To deal with the boundary row in Susta and Kalapani, Nepal and India have mechanisms at the Foreign Secretary and technical levels. There is also a separate Boundary Working Group (BWG) mandated to complete the boundary works along with Nepal and India except for Susta and Kalapani.

Shreshtha said that with Deuba’s visit, the door for bilateral talks has opened and it is better for both sides to revive the existing mechanism.

“The Prime Ministers of Nepal and India in 2014 had set up a mechanism at the Foreign Secretary-level to deal and address the boundary dispute. They were told to get feedback and inputs from the technical level in order to resolve the dispute. Now the time has come for Nepal and India to revive the Foreign Secretary-level mechanism to settle and address the boundary dispute,” he said.

Relations between Nepal and India started to deteriorate in November 2019 after Delhi published a new map including Kalapani within its territory.

As the dispute resurfaces, Shringla had travelled to Nepal in end November 2020 and then Foreign Minister Pradeep Gywali travelled to India in July 2021. But both visits could not defuse the tension.

Again in January this year, a remark made by Indian Prime Minister Modi triggered a new ruckus in Nepal.

Addressing an election rally in Haldwani of Uttarakhand, he announced that his government had extended a road to Lipulekh and that there were more plans to extend it further.

Nepal’s political parties took umbrage at Modi’s statement, calling it uncalled for, and demanded that the Deuba government make a position and respond to India.

Main opposition CPN-UML criticized the government for failing to take the issue up with India, while calls grew within the ruling alliance also to send a note to India objecting to Mod’s statement.

On January 16, Nepal’s Communications and Information Technology Minister Gyanendra Bahadur Karki said that the government is firm and clear about the fact that the Lipulekh, Limpiyadhura, and Kalapani region east of the Mahakali river is an integral part of Nepal.
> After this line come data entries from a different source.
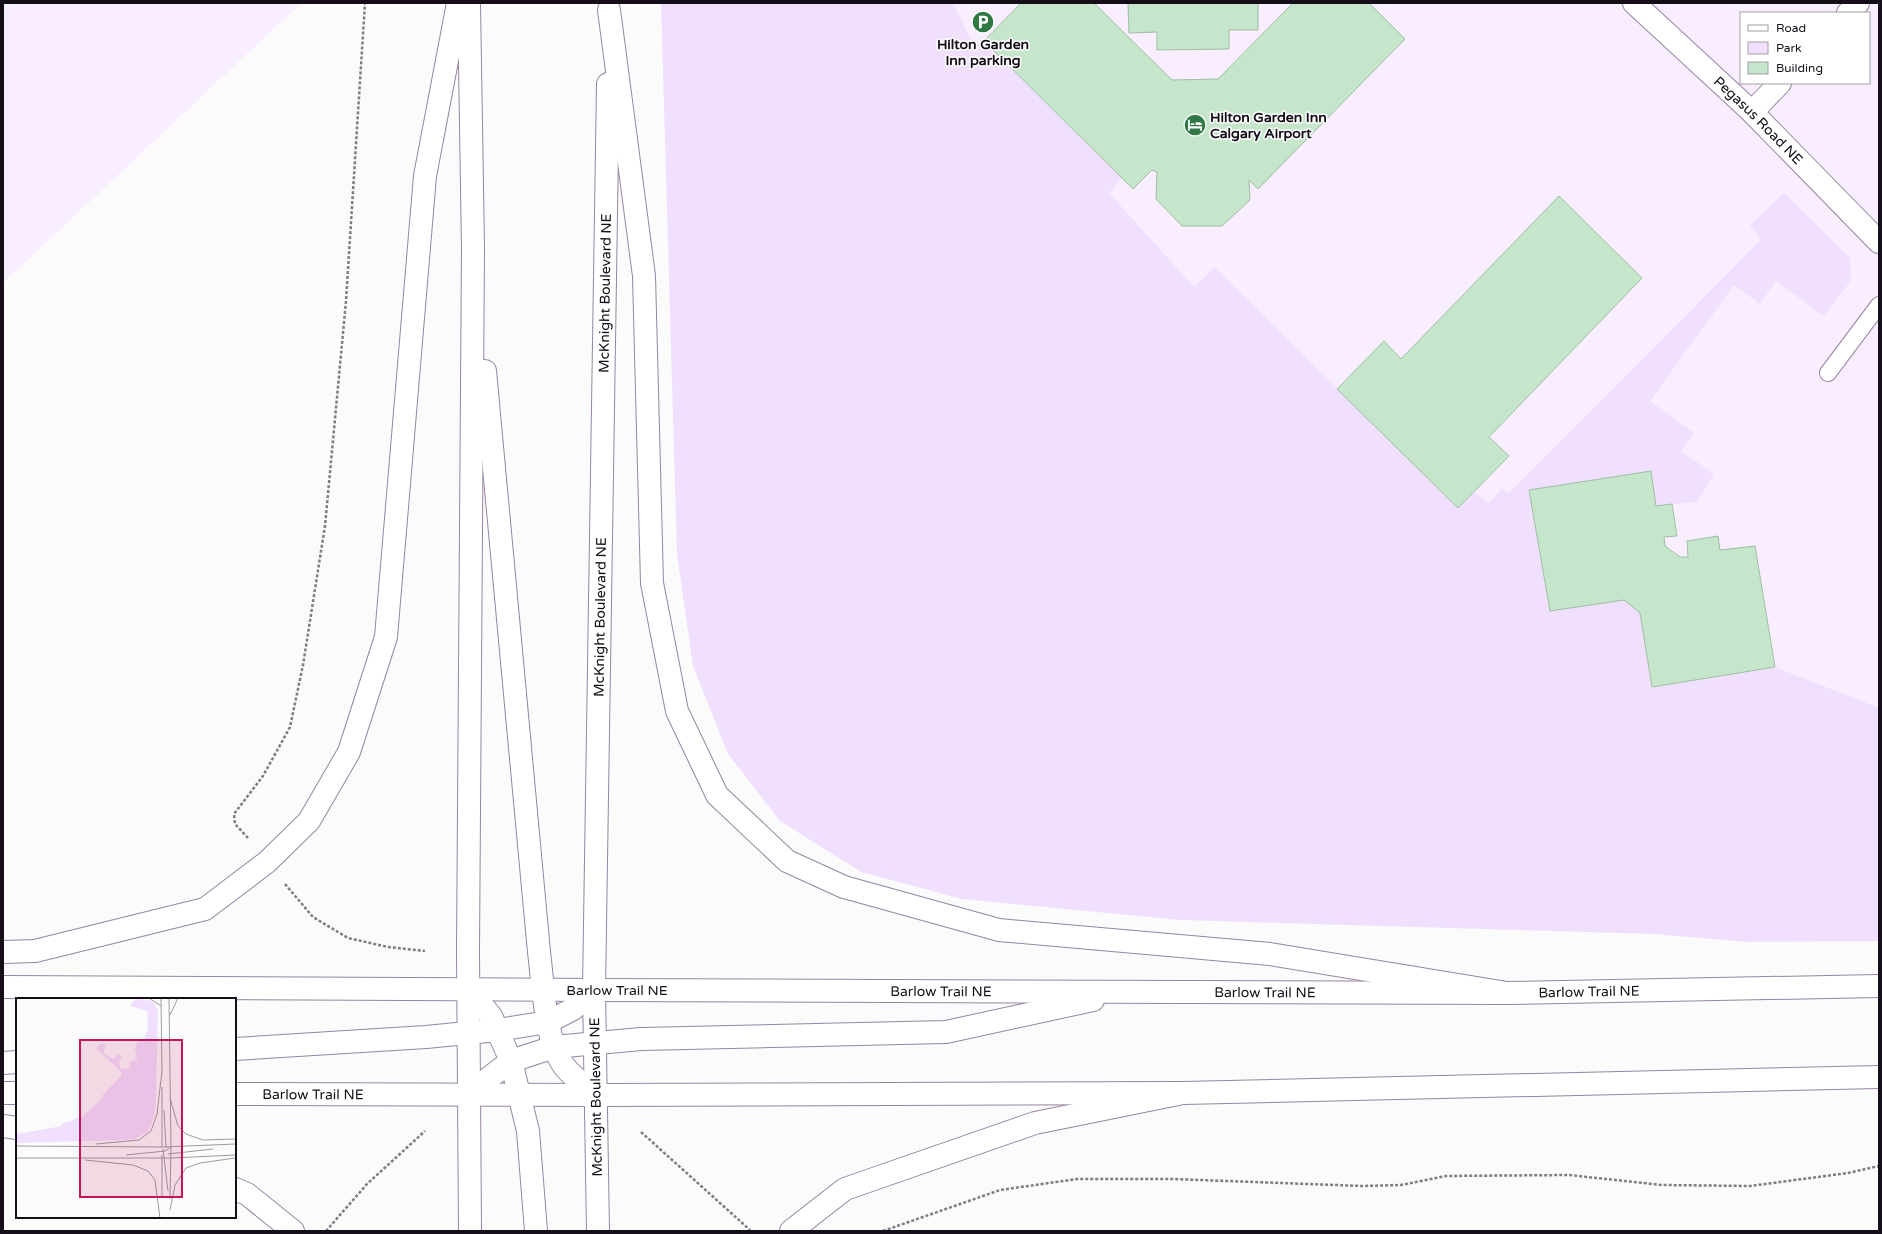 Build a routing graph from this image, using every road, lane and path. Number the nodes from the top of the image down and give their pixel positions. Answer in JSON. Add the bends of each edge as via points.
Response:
{"nodes":[{"id":1,"x":365,"y":3,"type":"edge"},
{"id":2,"x":458,"y":3,"type":"edge"},
{"id":3,"x":469,"y":3,"type":"edge"},
{"id":4,"x":1634,"y":3,"type":"edge"},
{"id":5,"x":1858,"y":3,"type":"edge"},
{"id":6,"x":609,"y":6,"type":"edge"},
{"id":7,"x":1849,"y":12,"type":"edge"},
{"id":8,"x":1779,"y":84,"type":"edge"},
{"id":9,"x":1752,"y":112,"type":"junction"},
{"id":10,"x":1879,"y":242,"type":"edge"},
{"id":11,"x":473,"y":248,"type":"junction"},
{"id":12,"x":1879,"y":304,"type":"edge"},
{"id":13,"x":1828,"y":373,"type":"dead end"},
{"id":14,"x":250,"y":840,"type":"dead end"},
{"id":15,"x":280,"y":879,"type":"dead end"},
{"id":16,"x":425,"y":951,"type":"dead end"},
{"id":17,"x":3,"y":952,"type":"edge"},
{"id":18,"x":1879,"y":986,"type":"edge"},
{"id":19,"x":3,"y":987,"type":"edge"},
{"id":20,"x":468,"y":989,"type":"junction"},
{"id":21,"x":544,"y":990,"type":"junction"},
{"id":22,"x":594,"y":990,"type":"junction"},
{"id":23,"x":1134,"y":991,"type":"junction"},
{"id":24,"x":1506,"y":993,"type":"junction"},
{"id":25,"x":548,"y":1022,"type":"junction"},
{"id":26,"x":498,"y":1030,"type":"junction"},
{"id":27,"x":468,"y":1033,"type":"junction"},
{"id":28,"x":595,"y":1043,"type":"junction"},
{"id":29,"x":554,"y":1047,"type":"junction"},
{"id":30,"x":236,"y":1049,"type":"edge"},
{"id":31,"x":511,"y":1061,"type":"junction"},
{"id":32,"x":16,"y":1062,"type":"edge"},
{"id":33,"x":3,"y":1063,"type":"edge"},
{"id":34,"x":1879,"y":1078,"type":"edge"},
{"id":35,"x":3,"y":1093,"type":"edge"},
{"id":36,"x":16,"y":1093,"type":"edge"},
{"id":37,"x":1183,"y":1093,"type":"junction"},
{"id":38,"x":236,"y":1094,"type":"edge"},
{"id":39,"x":468,"y":1094,"type":"junction"},
{"id":40,"x":519,"y":1095,"type":"junction"},
{"id":41,"x":597,"y":1095,"type":"junction"},
{"id":42,"x":3,"y":1126,"type":"edge"},
{"id":43,"x":16,"y":1128,"type":"edge"},
{"id":44,"x":425,"y":1132,"type":"dead end"},
{"id":45,"x":641,"y":1132,"type":"dead end"},
{"id":46,"x":1879,"y":1166,"type":"edge"},
{"id":47,"x":236,"y":1189,"type":"edge"},
{"id":48,"x":750,"y":1230,"type":"dead end"},
{"id":49,"x":293,"y":1231,"type":"edge"},
{"id":50,"x":326,"y":1231,"type":"edge"},
{"id":51,"x":470,"y":1231,"type":"edge"},
{"id":52,"x":536,"y":1231,"type":"edge"},
{"id":53,"x":598,"y":1231,"type":"edge"},
{"id":54,"x":791,"y":1231,"type":"edge"},
{"id":55,"x":883,"y":1231,"type":"edge"}],
"edges":[{"from":1,"to":14,"type":"path","via":[[346,301],[325,526],[290,727],[263,776],[234,814],[235,824]]},
{"from":2,"to":17,"type":"main road","via":[[425,176],[386,638],[349,752],[309,821],[267,862],[205,910],[34,951]]},
{"from":3,"to":11,"type":"main road"},
{"from":4,"to":9,"type":"main road","name":"Pegasus Road NE"},
{"from":5,"to":7,"type":"main road"},
{"from":6,"to":22,"type":"main road","name":"McKnight Boulevard NE"},
{"from":6,"to":24,"type":"main road","via":[[644,276],[652,583],[677,711],[717,795],[787,861],[844,887],[999,930],[1270,954]]},
{"from":8,"to":9,"type":"main road"},
{"from":9,"to":10,"type":"main road","name":"Pegasus Road NE"},
{"from":11,"to":20,"type":"main road"},
{"from":11,"to":21,"type":"main road"},
{"from":12,"to":13,"type":"lane"},
{"from":15,"to":16,"type":"path","via":[[313,916],[348,938],[388,947]]},
{"from":18,"to":24,"type":"main road","name":"Barlow Trail NE"},
{"from":19,"to":20,"type":"main road","name":"Barlow Trail NE"},
{"from":20,"to":21,"type":"main road","name":"Barlow Trail NE"},
{"from":20,"to":26,"type":"main road","via":[[491,1016]]},
{"from":20,"to":27,"type":"main road"},
{"from":21,"to":22,"type":"main road","name":"Barlow Trail NE"},
{"from":21,"to":25,"type":"main road"},
{"from":22,"to":23,"type":"main road","name":"Barlow Trail NE"},
{"from":22,"to":25,"type":"main road","via":[[573,1009]]},
{"from":22,"to":28,"type":"main road","name":"McKnight Boulevard NE"},
{"from":23,"to":24,"type":"main road","name":"Barlow Trail NE"},
{"from":23,"to":28,"type":"main road","via":[[946,1032],[641,1039]]},
{"from":25,"to":26,"type":"main road"},
{"from":25,"to":29,"type":"main road"},
{"from":26,"to":27,"type":"main road"},
{"from":26,"to":31,"type":"main road"},
{"from":27,"to":30,"type":"main road"},
{"from":27,"to":39,"type":"main road"},
{"from":28,"to":29,"type":"main road"},
{"from":28,"to":41,"type":"main road","name":"McKnight Boulevard NE"},
{"from":29,"to":31,"type":"main road"},
{"from":29,"to":41,"type":"main road","via":[[564,1066]]},
{"from":31,"to":39,"type":"main road"},
{"from":31,"to":40,"type":"main road"},
{"from":32,"to":33,"type":"main road"},
{"from":34,"to":37,"type":"main road","name":"Barlow Trail NE"},
{"from":35,"to":36,"type":"main road"},
{"from":37,"to":41,"type":"main road","name":"Barlow Trail NE"},
{"from":37,"to":54,"type":"main road","via":[[1035,1123],[845,1189]]},
{"from":38,"to":39,"type":"main road","name":"Barlow Trail NE"},
{"from":39,"to":40,"type":"main road","name":"Barlow Trail NE"},
{"from":39,"to":51,"type":"main road"},
{"from":40,"to":41,"type":"main road","name":"Barlow Trail NE"},
{"from":40,"to":52,"type":"main road","via":[[528,1131]]},
{"from":41,"to":53,"type":"main road","name":"McKnight Boulevard NE"},
{"from":42,"to":43,"type":"main road"},
{"from":44,"to":50,"type":"path","via":[[367,1184]]},
{"from":45,"to":48,"type":"path"},
{"from":46,"to":55,"type":"path","via":[[1848,1173],[1750,1186],[1662,1185],[1569,1175],[1446,1176],[1401,1185],[1362,1186],[1173,1179],[1077,1179],[1000,1190]]},
{"from":47,"to":49,"type":"main road","via":[[247,1194]]}]}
The Nepal government has been requesting the Indian government to stop unilateral construction/expansion of any road that goes via Nepali territory, he had said, adding that the “Nepal government is committed to resolving the border issues on the basis of historical treaties and agreements, facts, maps, and evidence through diplomatic channels as per the spirit of friendly relations between the two countries”.
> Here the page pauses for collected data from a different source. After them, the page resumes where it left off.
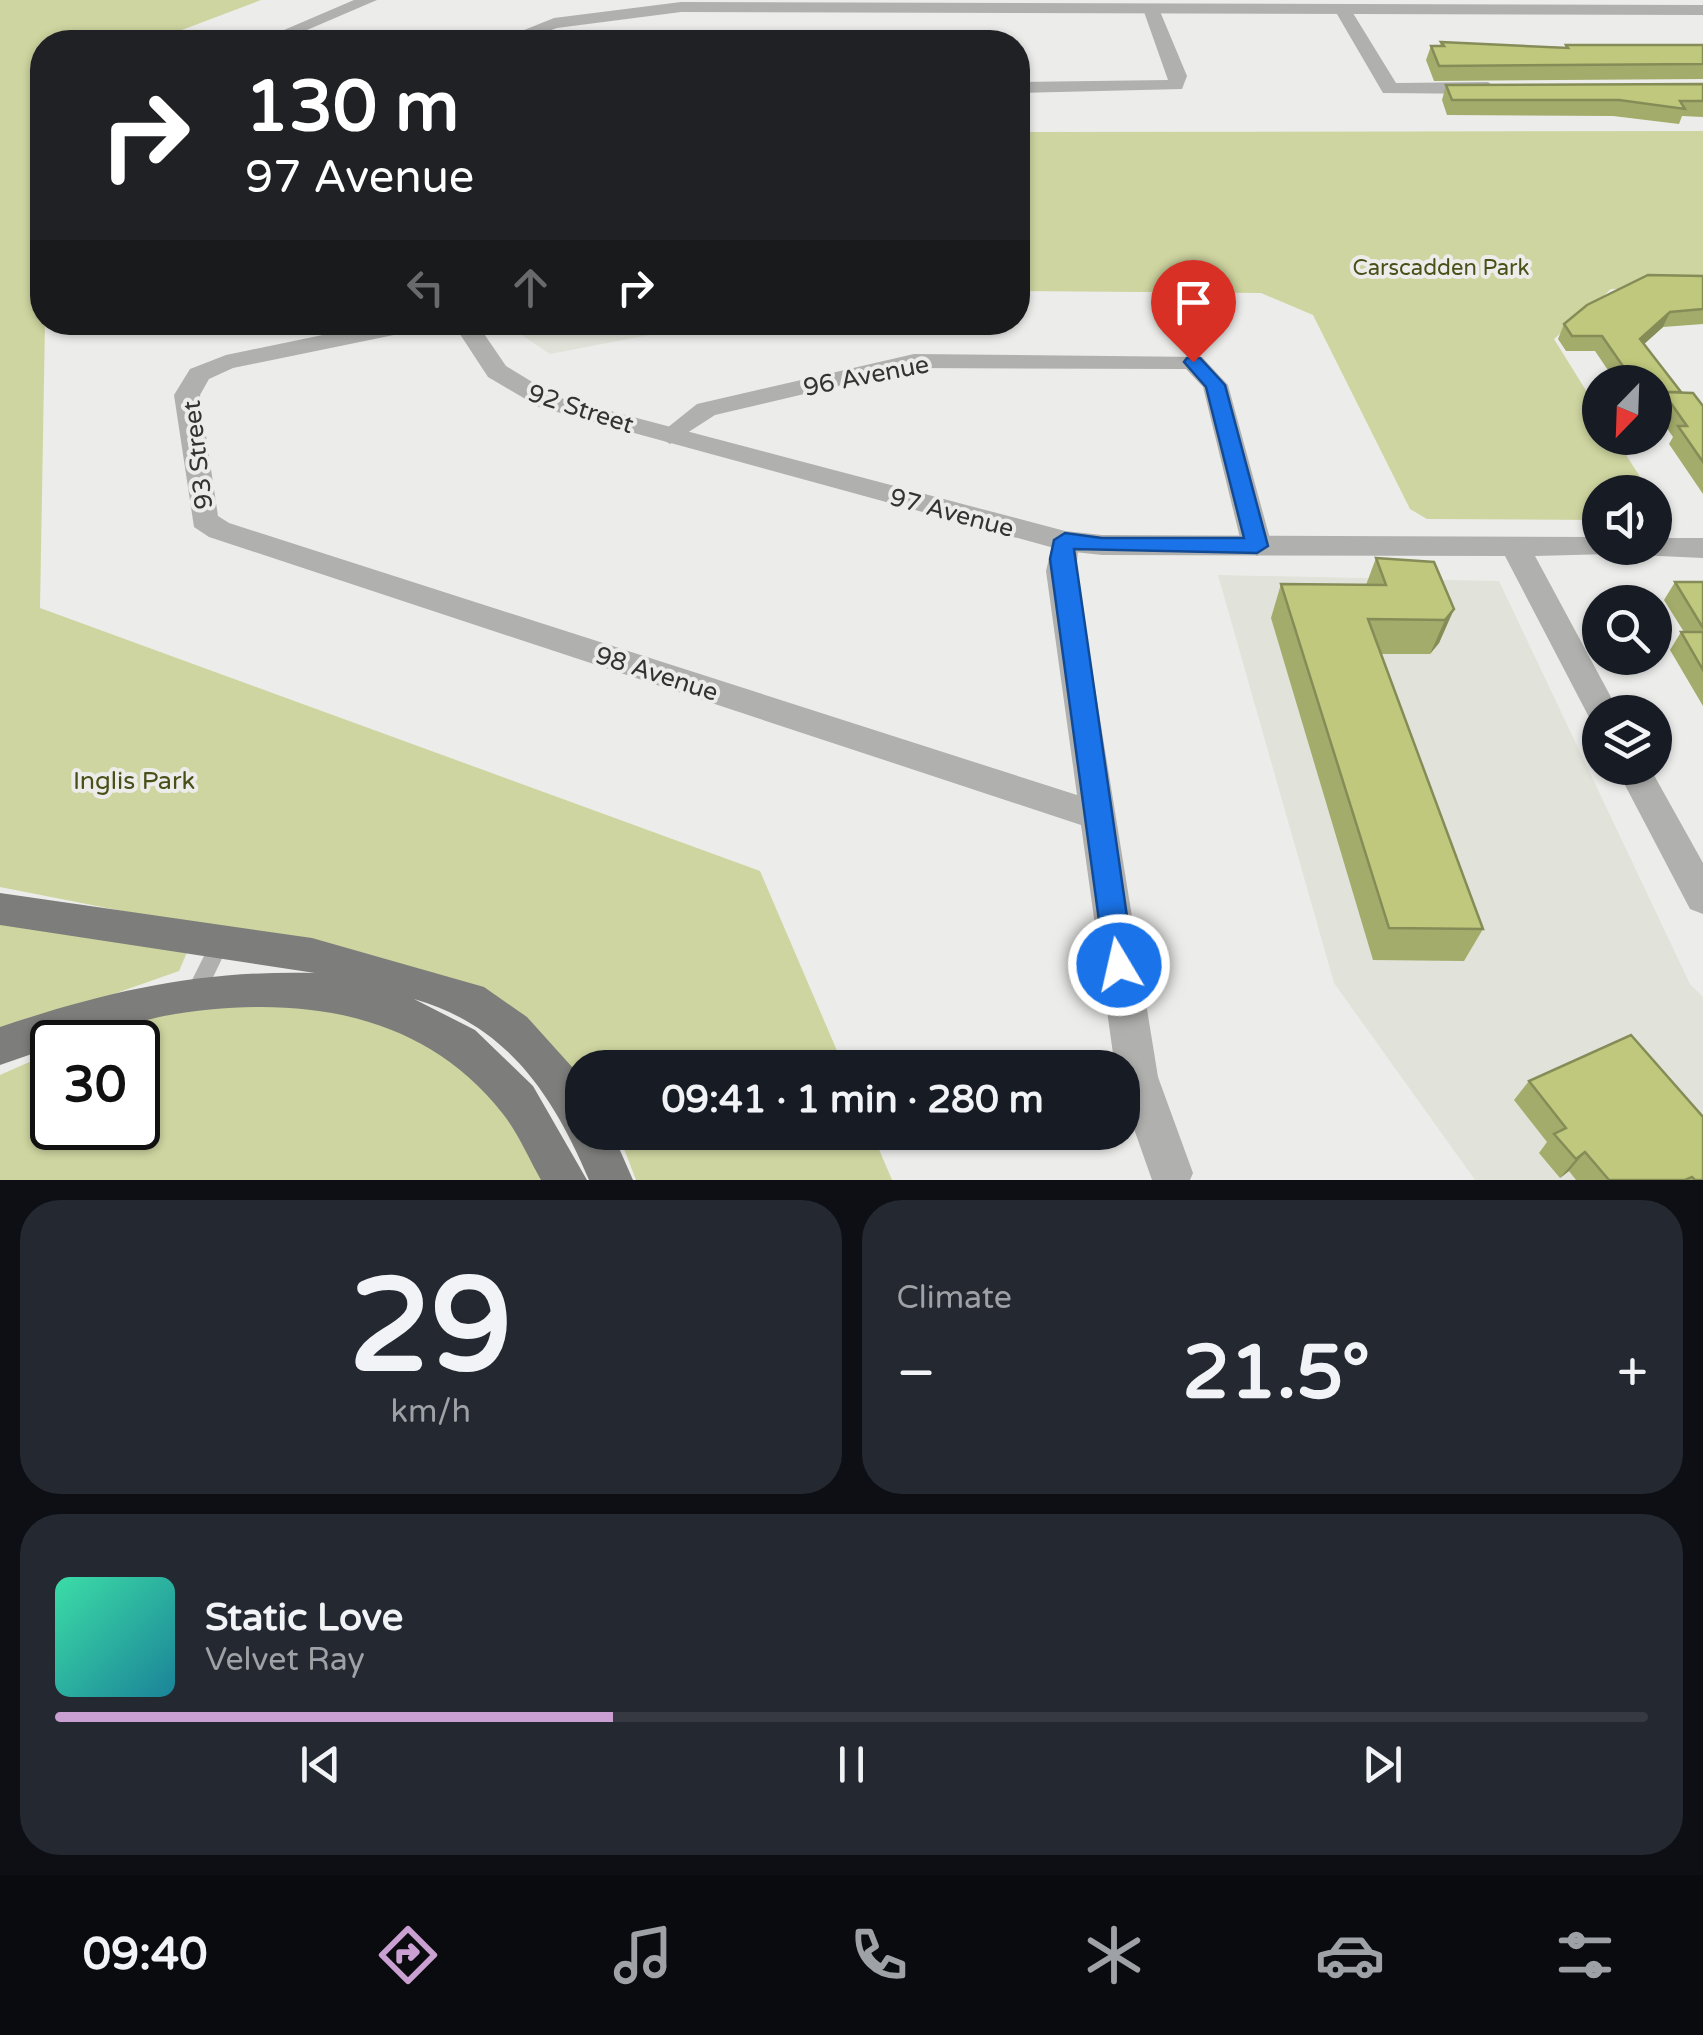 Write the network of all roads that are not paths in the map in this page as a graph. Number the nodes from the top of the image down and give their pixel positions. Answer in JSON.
{"nodes":[{"id":1,"x":369,"y":0,"type":"edge"},
{"id":2,"x":1024,"y":4,"type":"edge"},
{"id":3,"x":1207,"y":4,"type":"edge"},
{"id":4,"x":1151,"y":9,"type":"junction"},
{"id":5,"x":1342,"y":9,"type":"junction"},
{"id":6,"x":1703,"y":10,"type":"edge"},
{"id":7,"x":294,"y":30,"type":"edge"},
{"id":8,"x":535,"y":30,"type":"edge"},
{"id":9,"x":1030,"y":88,"type":"edge"},
{"id":10,"x":1516,"y":88,"type":"edge"},
{"id":11,"x":359,"y":335,"type":"edge"},
{"id":12,"x":471,"y":335,"type":"edge"},
{"id":13,"x":670,"y":436,"type":"junction"},
{"id":14,"x":219,"y":530,"type":"joint"},
{"id":15,"x":1065,"y":540,"type":"junction"},
{"id":16,"x":1257,"y":546,"type":"junction"},
{"id":17,"x":1515,"y":547,"type":"junction"},
{"id":18,"x":1582,"y":547,"type":"edge"},
{"id":19,"x":1672,"y":548,"type":"edge"},
{"id":20,"x":1703,"y":548,"type":"edge"},
{"id":21,"x":1594,"y":695,"type":"edge"},
{"id":22,"x":1642,"y":785,"type":"edge"},
{"id":23,"x":1095,"y":815,"type":"junction"},
{"id":24,"x":1703,"y":898,"type":"edge"},
{"id":25,"x":0,"y":909,"type":"edge"},
{"id":26,"x":222,"y":942,"type":"junction"},
{"id":27,"x":196,"y":992,"type":"junction"},
{"id":28,"x":0,"y":1046,"type":"edge"},
{"id":29,"x":565,"y":1093,"type":"edge"},
{"id":30,"x":598,"y":1150,"type":"edge"},
{"id":31,"x":1171,"y":1173,"type":"dead end"},
{"id":32,"x":565,"y":1180,"type":"edge"},
{"id":33,"x":611,"y":1180,"type":"edge"}],
"edges":[{"from":1,"to":7,"type":"street"},
{"from":2,"to":4,"type":"street"},
{"from":2,"to":8,"type":"street"},
{"from":3,"to":4,"type":"street"},
{"from":3,"to":5,"type":"street"},
{"from":4,"to":9,"type":"street"},
{"from":5,"to":6,"type":"street"},
{"from":5,"to":10,"type":"street"},
{"from":11,"to":14,"type":"street","name":"93 Street"},
{"from":12,"to":13,"type":"street","name":"92 Street"},
{"from":13,"to":15,"type":"street","name":"97 Avenue"},
{"from":13,"to":16,"type":"street","name":"96 Avenue"},
{"from":14,"to":23,"type":"street","name":"98 Avenue"},
{"from":15,"to":16,"type":"street","name":"97 Avenue"},
{"from":15,"to":23,"type":"street"},
{"from":16,"to":17,"type":"street","name":"97 Avenue"},
{"from":17,"to":18,"type":"street","name":"97 Avenue"},
{"from":17,"to":21,"type":"street"},
{"from":19,"to":20,"type":"street"},
{"from":22,"to":24,"type":"street"},
{"from":23,"to":31,"type":"street"},
{"from":25,"to":26,"type":"main road"},
{"from":26,"to":27,"type":"lane"},
{"from":26,"to":29,"type":"main road"},
{"from":27,"to":28,"type":"main road"},
{"from":27,"to":32,"type":"main road"},
{"from":30,"to":33,"type":"main road"}]}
The recent development between Nepal and India where both sides have shown their keenness to address the dispute is welcome but it takes some more time, say Nepali diplomats and officials.

Nepal’s Foreign Minister Narayan Khadka also said that Modi and Deuba have agreed to resolve and address the existing boundary dispute through the existing mechanism, dialogue and diplomacy. “During the talks, the two Prime Ministers also discussed boundary issues and the two leaders agreed to address such issues through the existing mechanism and through holding dialogue and diplomacy,” he said.

Khadka’s statement assumes importance after Prime Minister Deuba publicly urged his Indian counterpart to resolve the boundary issue through the establishment of a bilateral mechanism.

There is a realisation at least at the top political leadership that boundary disputes should be addressed and not be left in limbo for a long time, Dinesh Bhattarai, former Nepali Ambassador and former foreign policy adviser to two prime ministers told IANS.

Since the Indian Foreign Secretary said that the issue should be addressed, it shows India has admitted and recognized the dispute, he added.

“The issue has been brought to the table and both sides should sit and find an amicable solution. It may take some more time, we may require to sit many times, and probably it may take years for negotiations to resolve it but we must sit at the table. Both sides should not provoke the situation because it is a sensitive issue and should be dealt with by diplomatic means and mechanisms,” said Bhattarai.